------ SOURCE RECORDS

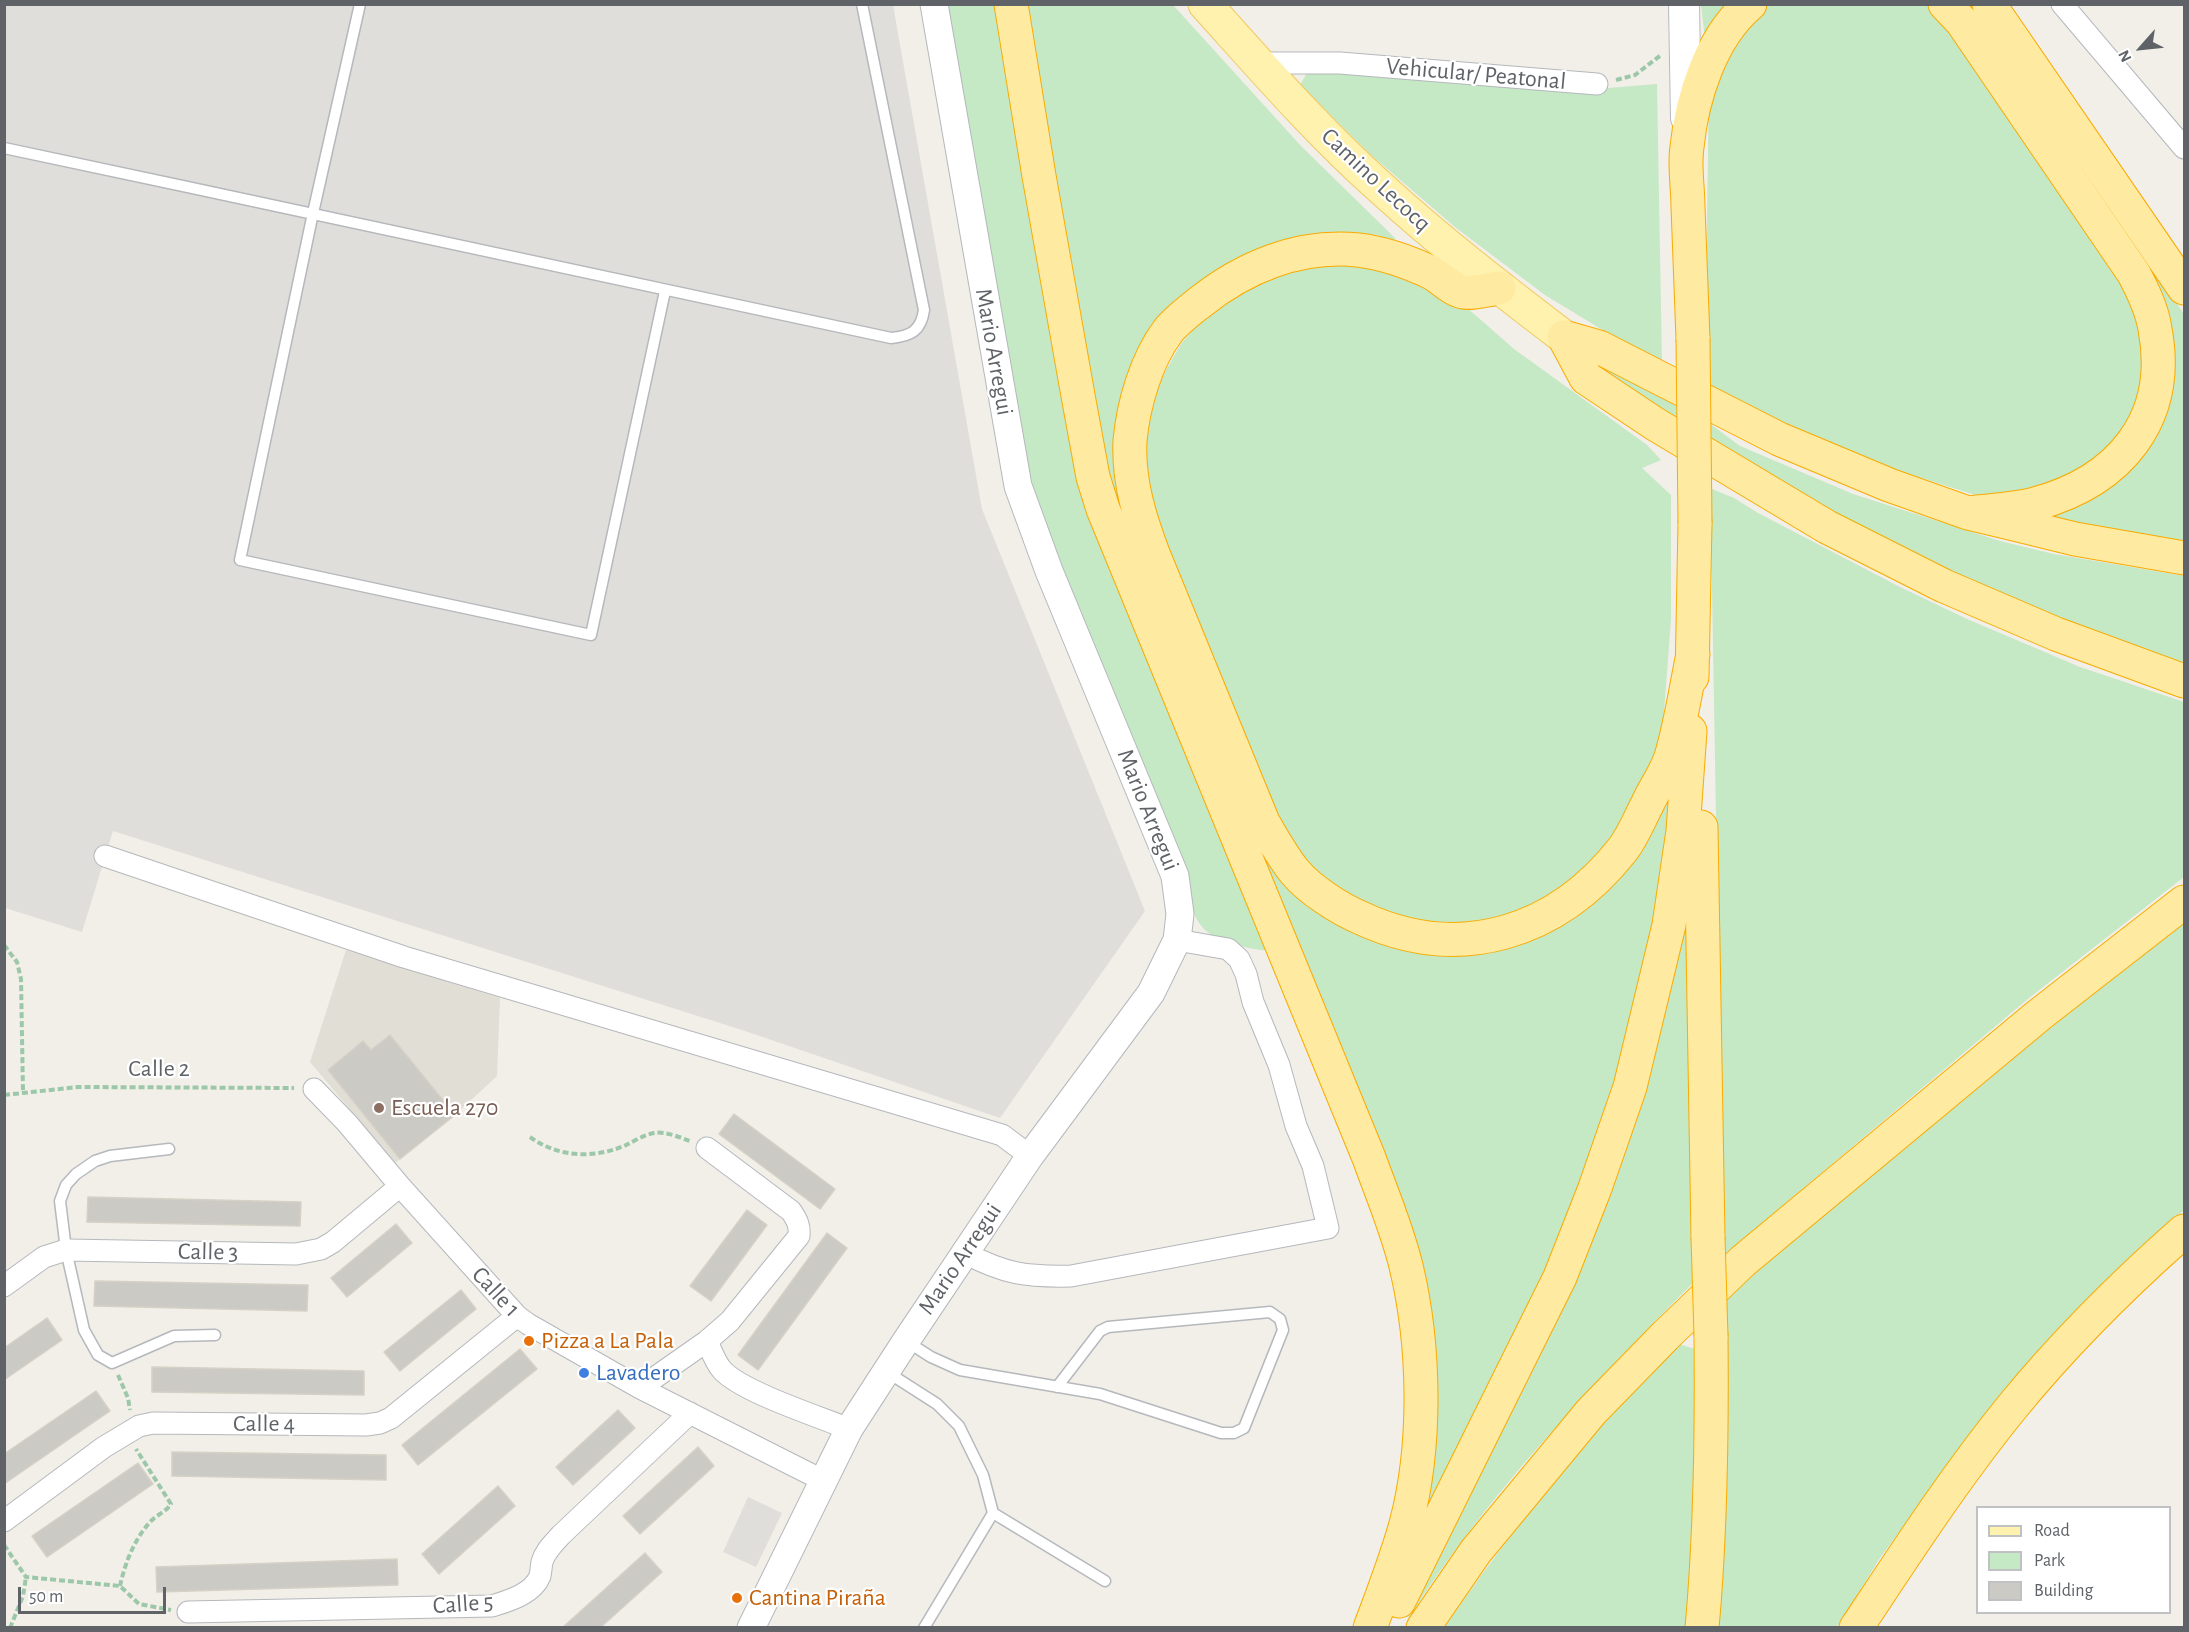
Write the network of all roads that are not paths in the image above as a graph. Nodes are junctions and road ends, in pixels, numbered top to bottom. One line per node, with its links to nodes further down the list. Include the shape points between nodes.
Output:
1 (360, 4): 16 (lane)
2 (862, 4): 19 (lane, via 924,310 919,326 904,337 891,338)
3 (934, 4): 27 (street, Mario Arregui, via 1018,486 1048,571 1175,876 1180,914)
4 (1011, 4): 53 (highway, via 1097,488 1137,595 1369,1158 1406,1266 1418,1327 1419,1448 1406,1522)
5 (1205, 4): 11 (main road, Camino Lecocq)
6 (1684, 4): 14 (main road)
7 (1750, 4): 14 (highway, via 1724,33 1710,57)
8 (1945, 4): 21 (highway, via 1962,22 2134,274 2147,301 2159,353 2151,412 2118,461 2095,479 2051,499)
9 (1989, 4): 18 (highway)
10 (2062, 4): 15 (street)
11 (1258, 63): 12 (street, Vehicular/ Peatonal, via 1340,63); 17 (main road, Camino Lecocq, via 1379,187)
12 (1597, 84)
13 (4, 148): 16 (lane)
14 (1686, 148): 23 (highway, bridge, via 1693,339)
15 (2184, 148)
16 (313, 213): 19 (lane); 19 (lane, via 240,560 591,635)
17 (1499, 288): 20 (main road, Camino Lecocq); 23 (highway, via 1463,292 1410,263 1359,250 1296,254 1259,266 1222,285 1169,331 1150,364 1135,404 1130,442 1138,513 1263,822 1296,873 1347,912 1380,927 1442,940 1509,932 1562,906 1585,889 1625,846 1671,759)
18 (2184, 288)
19 (664, 291)
20 (1564, 337): 21 (highway, via 1599,347 1779,439); 24 (highway, via 1586,378 1674,436 1827,527 1944,586 2045,630)
21 (1968, 513): 22 (highway, via 2075,539)
22 (2184, 558)
23 (1693, 654): 54 (highway, via 1682,843 1669,925 1630,1087 1560,1277); 56 (highway, bridge, via 1701,718 1712,1430 1709,1554)
24 (2184, 681)
25 (105, 856): 31 (street, via 404,957 1002,1135)
26 (2184, 902): 55 (highway, via 2048,1007 1743,1261 1591,1412 1476,1551)
27 (1177, 940): 31 (street, Mario Arregui, via 1151,993); 35 (street, via 1228,949 1239,959 1313,1166 1328,1228 1071,1276 1015,1274)
28 (314, 1089): 32 (street, Calle 1)
29 (707, 1148): 39 (street, via 790,1211 800,1227 799,1236 737,1312)
30 (169, 1149): 34 (lane, via 110,1156 76,1174 60,1201)
31 (1030, 1156): 35 (street, Mario Arregui)
32 (400, 1186): 34 (street, Calle 3, via 333,1242 313,1251 296,1254); 37 (street, Calle 1)
33 (2184, 1231): 57 (highway, via 2092,1319 2012,1407 1937,1507)
34 (66, 1250): 36 (street, Calle 3, via 44,1257); 38 (lane, via 84,1330 98,1355 112,1363 174,1336)
35 (965, 1253): 40 (street, Mario Arregui)
36 (4, 1286)
37 (517, 1316): 43 (street, Calle 1); 48 (street, Calle 4, via 380,1423 153,1423 129,1431 104,1447)
38 (215, 1335)
39 (707, 1341): 43 (street); 45 (street, via 723,1370 734,1378 762,1394)
40 (906, 1341): 41 (street, Mario Arregui); 42 (lane, via 960,1370)
41 (886, 1371): 45 (street, Mario Arregui); 47 (lane, via 937,1404 959,1426 983,1475)
42 (1057, 1387): 42 (lane, via 1100,1394 1221,1433 1234,1433 1244,1428 1283,1330 1280,1319 1270,1312 1116,1324 1100,1331)
43 (640, 1388): 44 (street, Calle 1)
44 (690, 1413): 46 (street, Calle 1); 50 (street, Calle 5, via 561,1535 547,1550 539,1577 511,1600 492,1606)
45 (849, 1429): 46 (street, Mario Arregui)
46 (824, 1481): 51 (street, Mario Arregui)
47 (993, 1513): 49 (lane); 52 (lane)
48 (4, 1521)
49 (1105, 1581)
50 (188, 1612)
51 (751, 1628)
52 (924, 1628)
53 (1370, 1628)
54 (1386, 1628)
55 (1423, 1628)
56 (1702, 1628)
57 (1856, 1628)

------------

The required output is each line above restated verbatim, with all images omitted.

Write the network of all roads that are not paths in the image above as a graph. Nodes are junctions and road ends, in pixels, numbered top to bottom. One line per node, with its links to nodes further down the list. Include the shape points between nodes.
Output:
1 (360, 4): 16 (lane)
2 (862, 4): 19 (lane, via 924,310 919,326 904,337 891,338)
3 (934, 4): 27 (street, Mario Arregui, via 1018,486 1048,571 1175,876 1180,914)
4 (1011, 4): 53 (highway, via 1097,488 1137,595 1369,1158 1406,1266 1418,1327 1419,1448 1406,1522)
5 (1205, 4): 11 (main road, Camino Lecocq)
6 (1684, 4): 14 (main road)
7 (1750, 4): 14 (highway, via 1724,33 1710,57)
8 (1945, 4): 21 (highway, via 1962,22 2134,274 2147,301 2159,353 2151,412 2118,461 2095,479 2051,499)
9 (1989, 4): 18 (highway)
10 (2062, 4): 15 (street)
11 (1258, 63): 12 (street, Vehicular/ Peatonal, via 1340,63); 17 (main road, Camino Lecocq, via 1379,187)
12 (1597, 84)
13 (4, 148): 16 (lane)
14 (1686, 148): 23 (highway, bridge, via 1693,339)
15 (2184, 148)
16 (313, 213): 19 (lane); 19 (lane, via 240,560 591,635)
17 (1499, 288): 20 (main road, Camino Lecocq); 23 (highway, via 1463,292 1410,263 1359,250 1296,254 1259,266 1222,285 1169,331 1150,364 1135,404 1130,442 1138,513 1263,822 1296,873 1347,912 1380,927 1442,940 1509,932 1562,906 1585,889 1625,846 1671,759)
18 (2184, 288)
19 (664, 291)
20 (1564, 337): 21 (highway, via 1599,347 1779,439); 24 (highway, via 1586,378 1674,436 1827,527 1944,586 2045,630)
21 (1968, 513): 22 (highway, via 2075,539)
22 (2184, 558)
23 (1693, 654): 54 (highway, via 1682,843 1669,925 1630,1087 1560,1277); 56 (highway, bridge, via 1701,718 1712,1430 1709,1554)
24 (2184, 681)
25 (105, 856): 31 (street, via 404,957 1002,1135)
26 (2184, 902): 55 (highway, via 2048,1007 1743,1261 1591,1412 1476,1551)
27 (1177, 940): 31 (street, Mario Arregui, via 1151,993); 35 (street, via 1228,949 1239,959 1313,1166 1328,1228 1071,1276 1015,1274)
28 (314, 1089): 32 (street, Calle 1)
29 (707, 1148): 39 (street, via 790,1211 800,1227 799,1236 737,1312)
30 (169, 1149): 34 (lane, via 110,1156 76,1174 60,1201)
31 (1030, 1156): 35 (street, Mario Arregui)
32 (400, 1186): 34 (street, Calle 3, via 333,1242 313,1251 296,1254); 37 (street, Calle 1)
33 (2184, 1231): 57 (highway, via 2092,1319 2012,1407 1937,1507)
34 (66, 1250): 36 (street, Calle 3, via 44,1257); 38 (lane, via 84,1330 98,1355 112,1363 174,1336)
35 (965, 1253): 40 (street, Mario Arregui)
36 (4, 1286)
37 (517, 1316): 43 (street, Calle 1); 48 (street, Calle 4, via 380,1423 153,1423 129,1431 104,1447)
38 (215, 1335)
39 (707, 1341): 43 (street); 45 (street, via 723,1370 734,1378 762,1394)
40 (906, 1341): 41 (street, Mario Arregui); 42 (lane, via 960,1370)
41 (886, 1371): 45 (street, Mario Arregui); 47 (lane, via 937,1404 959,1426 983,1475)
42 (1057, 1387): 42 (lane, via 1100,1394 1221,1433 1234,1433 1244,1428 1283,1330 1280,1319 1270,1312 1116,1324 1100,1331)
43 (640, 1388): 44 (street, Calle 1)
44 (690, 1413): 46 (street, Calle 1); 50 (street, Calle 5, via 561,1535 547,1550 539,1577 511,1600 492,1606)
45 (849, 1429): 46 (street, Mario Arregui)
46 (824, 1481): 51 (street, Mario Arregui)
47 (993, 1513): 49 (lane); 52 (lane)
48 (4, 1521)
49 (1105, 1581)
50 (188, 1612)
51 (751, 1628)
52 (924, 1628)
53 (1370, 1628)
54 (1386, 1628)
55 (1423, 1628)
56 (1702, 1628)
57 (1856, 1628)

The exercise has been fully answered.